1. int *pInt - it's just a pointer to some possibly existing array (there's no space to put data in, it could point later to some place in memory to be used as array of ints, if you set it)

2. newStruct *createMyStruct: a function that's named createMyStruct. This is correct.

   createMyStruct is a pointer that points to newStruct and create a copy of the newStruct
   

   No, it's the pointer to the function (or the function name), but the function returns a pointer (newStruct*) to your structure, if you implement the function right you'll get allocated and initialized structure ready to use

3. newStruct *pStruct - it's not the same as createMyStruct, pStruct will be uninitialized pointer,createMyStruct is your function

Here is how you would use your structure and methods:

int main()
{
    newStruct *pStruct = NULL; // nothing there yet
    pStruct = createMyStruct();
    if(pStruct==NULL) { printf("error"); }
    pStruct->pInt[0] = 123;
    ...
    free(pStruct->pInt); // you have to free the array in your struct too
    free(pStruct);
    return 0;
} 

If you're wondering where to put the free, look at the example main function... The pStruct is declared and initialized at the beginning of main and free'd at it's end.

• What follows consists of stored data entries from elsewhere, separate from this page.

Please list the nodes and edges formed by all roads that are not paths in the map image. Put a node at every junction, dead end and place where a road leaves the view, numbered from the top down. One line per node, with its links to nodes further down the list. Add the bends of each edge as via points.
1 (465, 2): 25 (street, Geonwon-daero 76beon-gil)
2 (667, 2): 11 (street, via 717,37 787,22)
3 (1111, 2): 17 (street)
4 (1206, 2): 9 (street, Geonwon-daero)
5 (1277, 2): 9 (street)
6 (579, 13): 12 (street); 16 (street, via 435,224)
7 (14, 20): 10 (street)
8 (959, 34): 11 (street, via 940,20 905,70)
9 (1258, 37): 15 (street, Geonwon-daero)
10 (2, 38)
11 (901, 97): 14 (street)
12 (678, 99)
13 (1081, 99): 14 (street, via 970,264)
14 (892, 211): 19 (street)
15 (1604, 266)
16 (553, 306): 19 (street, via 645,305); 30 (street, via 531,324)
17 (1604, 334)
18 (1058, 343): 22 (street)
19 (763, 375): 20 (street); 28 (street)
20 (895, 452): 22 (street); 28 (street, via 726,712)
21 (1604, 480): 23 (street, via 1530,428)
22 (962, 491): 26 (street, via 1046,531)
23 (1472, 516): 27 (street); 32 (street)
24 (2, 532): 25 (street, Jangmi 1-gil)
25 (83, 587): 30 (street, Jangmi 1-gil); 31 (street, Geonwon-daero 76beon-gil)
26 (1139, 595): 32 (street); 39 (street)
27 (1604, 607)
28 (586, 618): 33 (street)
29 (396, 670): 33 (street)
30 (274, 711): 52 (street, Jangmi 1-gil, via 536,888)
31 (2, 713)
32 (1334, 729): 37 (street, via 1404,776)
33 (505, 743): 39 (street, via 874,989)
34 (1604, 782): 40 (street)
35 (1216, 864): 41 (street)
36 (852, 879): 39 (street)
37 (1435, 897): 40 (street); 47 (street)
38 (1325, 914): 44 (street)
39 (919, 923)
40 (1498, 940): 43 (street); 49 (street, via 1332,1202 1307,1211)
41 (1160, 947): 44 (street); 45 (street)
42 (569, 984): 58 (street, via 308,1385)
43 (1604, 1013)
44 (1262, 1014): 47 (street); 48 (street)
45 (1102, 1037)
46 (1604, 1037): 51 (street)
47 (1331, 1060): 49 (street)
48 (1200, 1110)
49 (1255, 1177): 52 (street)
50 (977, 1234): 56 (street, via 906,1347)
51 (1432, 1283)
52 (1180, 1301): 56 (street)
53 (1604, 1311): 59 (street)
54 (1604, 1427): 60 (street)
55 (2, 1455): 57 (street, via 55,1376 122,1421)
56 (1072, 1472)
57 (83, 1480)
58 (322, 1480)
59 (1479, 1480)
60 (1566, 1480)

For the most of the time, it's sufficient to free the memory at the same level (function) you did originally allocate it.

Answer 3

Ok, let's try to clarify this: 1) int *pInt is a pointer to an Integer. This MAY point to the first value of an array, but it doesn't have to.
2) newStruct *createMyStruct() is a function that has a return value of a pointer to a newStruct structure. Most likely you want to malloc in this function and have it return the pointer.
3) newStruct *pStruct means that the input parameter for this function is a pointer to a newStruct structure, in this case named pStruct (I assume you know how to handle parameters in C)

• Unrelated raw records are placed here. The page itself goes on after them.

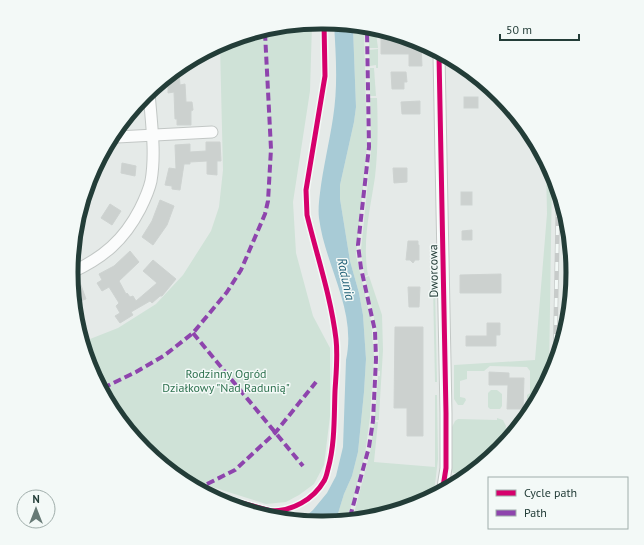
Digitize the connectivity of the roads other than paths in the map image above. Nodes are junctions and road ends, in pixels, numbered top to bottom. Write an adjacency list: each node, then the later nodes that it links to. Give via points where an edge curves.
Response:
1 (439, 59): 7 (street, Dworcowa, via 446,420)
2 (150, 100): 4 (street)
3 (212, 132): 4 (street)
4 (152, 135): 5 (street); 6 (street, via 150,182 134,222 110,250)
5 (120, 137)
6 (78, 269)
7 (443, 483)

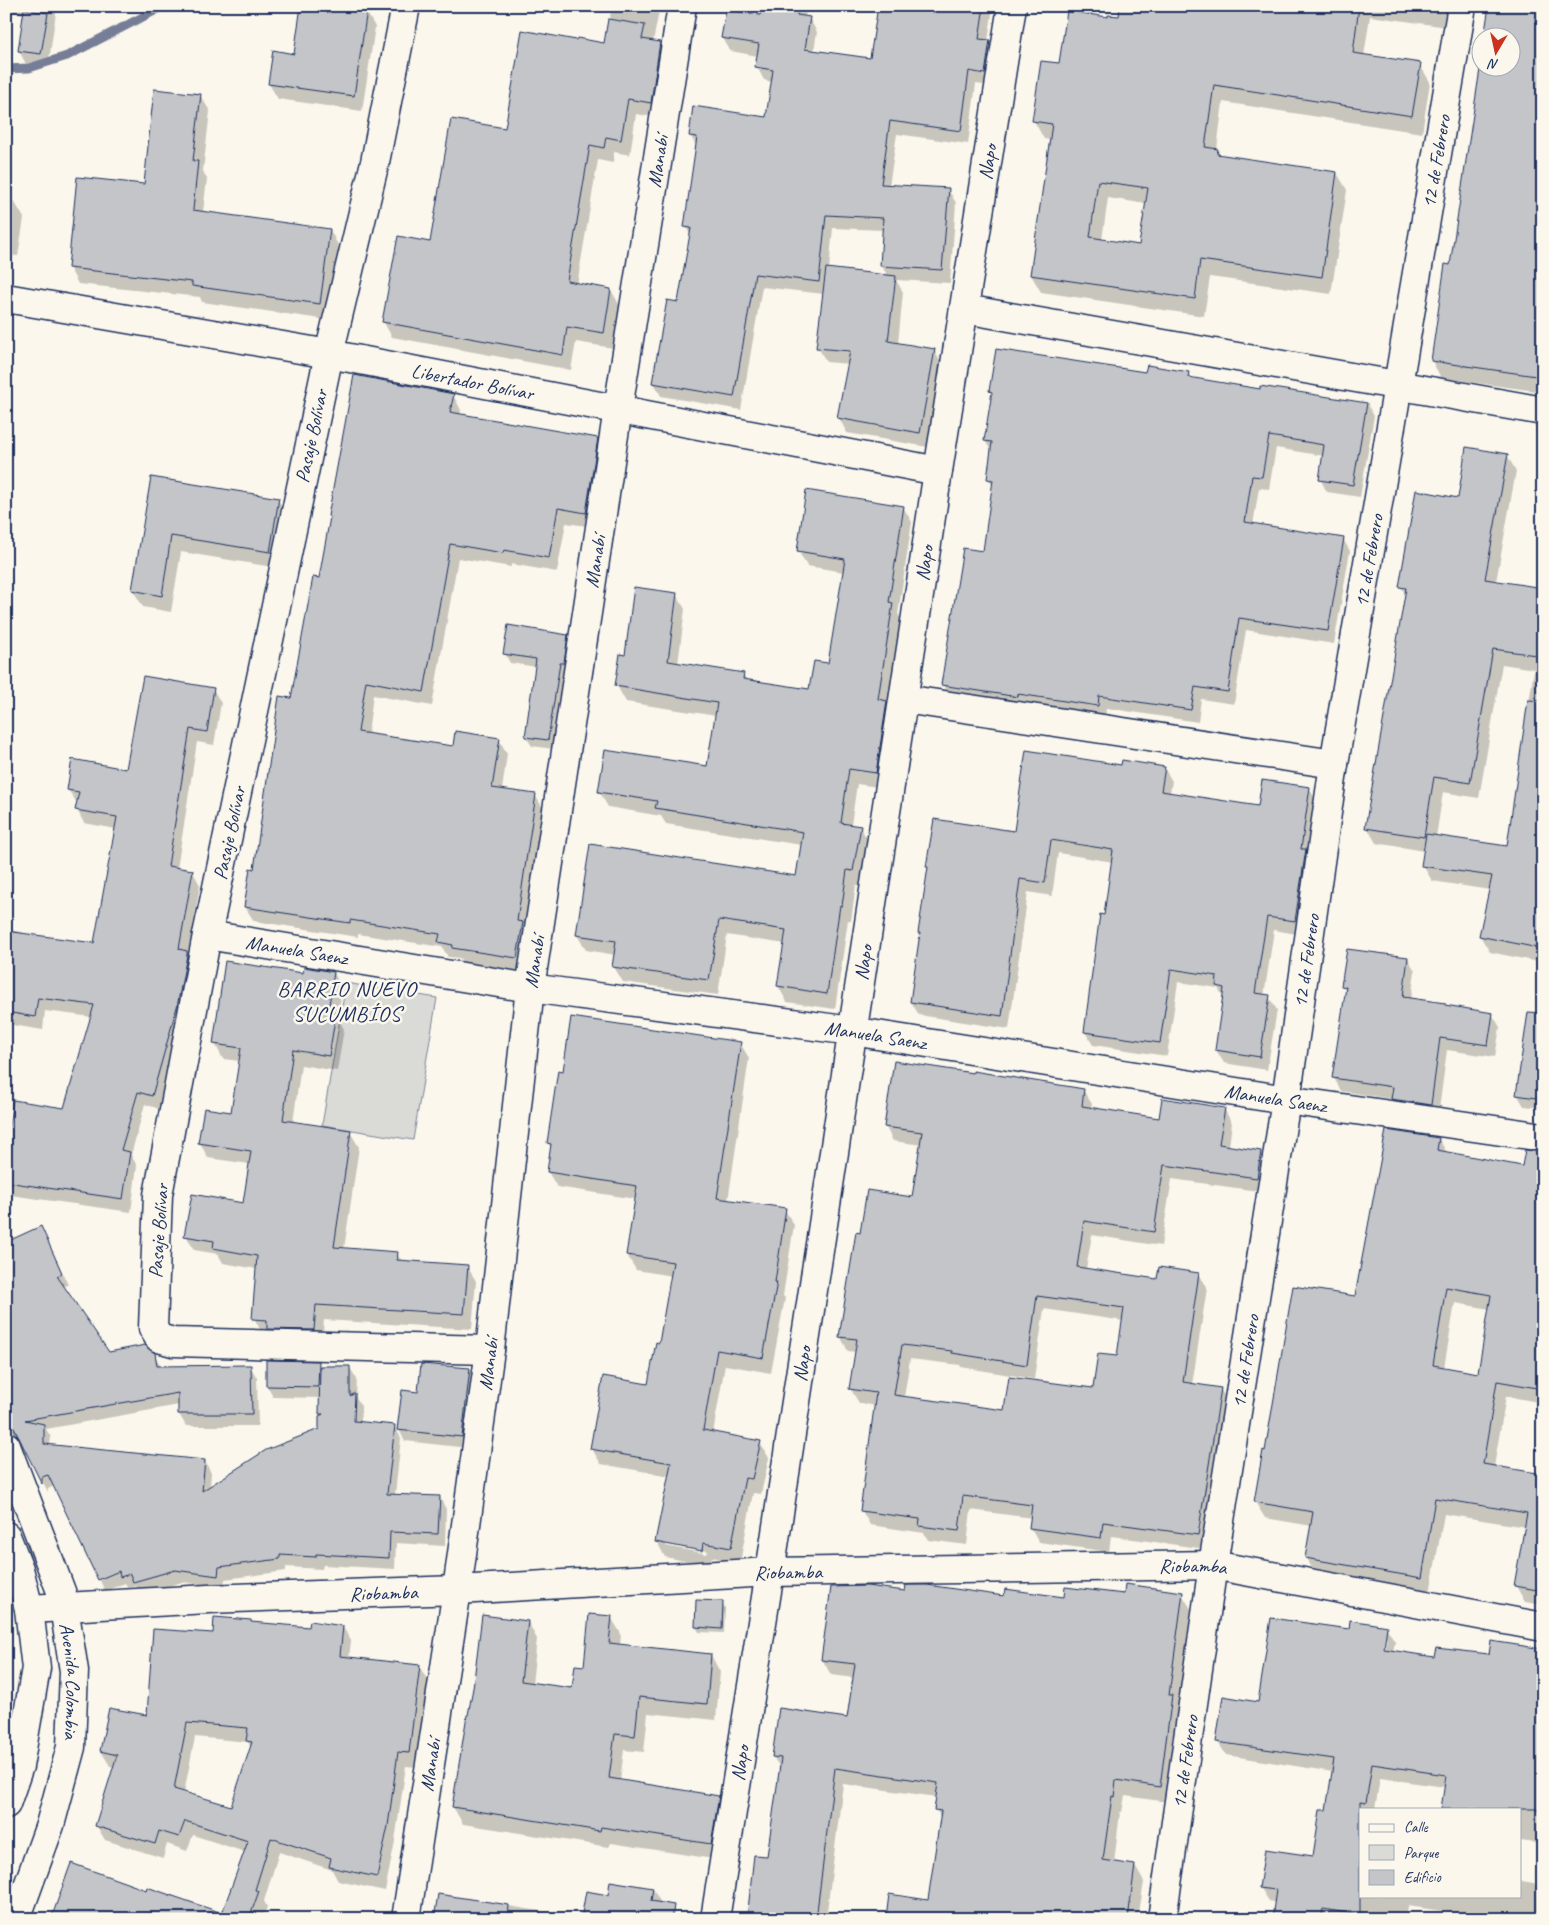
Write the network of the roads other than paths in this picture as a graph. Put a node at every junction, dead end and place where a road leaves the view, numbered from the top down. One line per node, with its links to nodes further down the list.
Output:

As for your question: It kinda depends on when you no longer need the memory allocated. If you were to free it in the createMyStruct() function, you would basically return a pointer to an invalid location (causing undefined behaviour if you try to dereference it). Generally you should free the memory you allocated only when you are completely sure you no longer require whatever you allocated. You can either do it in your main or write your own function which you call.

Answer 4

1 - if you malloc memory, you have to free it. It doesn't matter where. You should do it when you are no longer using the memory. It doesn't have to be immediately, but you should probably do it when you know you can, otherwise you have to remember to free it later.

You said

I thought the memory has to be freed right away after it has been used.

That's just advice. But it's very good advice. You could never free it, and keep using memory. You might run out of memory or your program might crash. C will not help you, the best thing you can do is stick to advice.

That's vague advice, but only you, the programmer, know the best place to do it. It's not easy, but memory management isn't easy.

2 - You need to remember how big the array is, because C will not check if you malloc(3) but access struct.pInt[4]. You could store this size as a variable in the struct.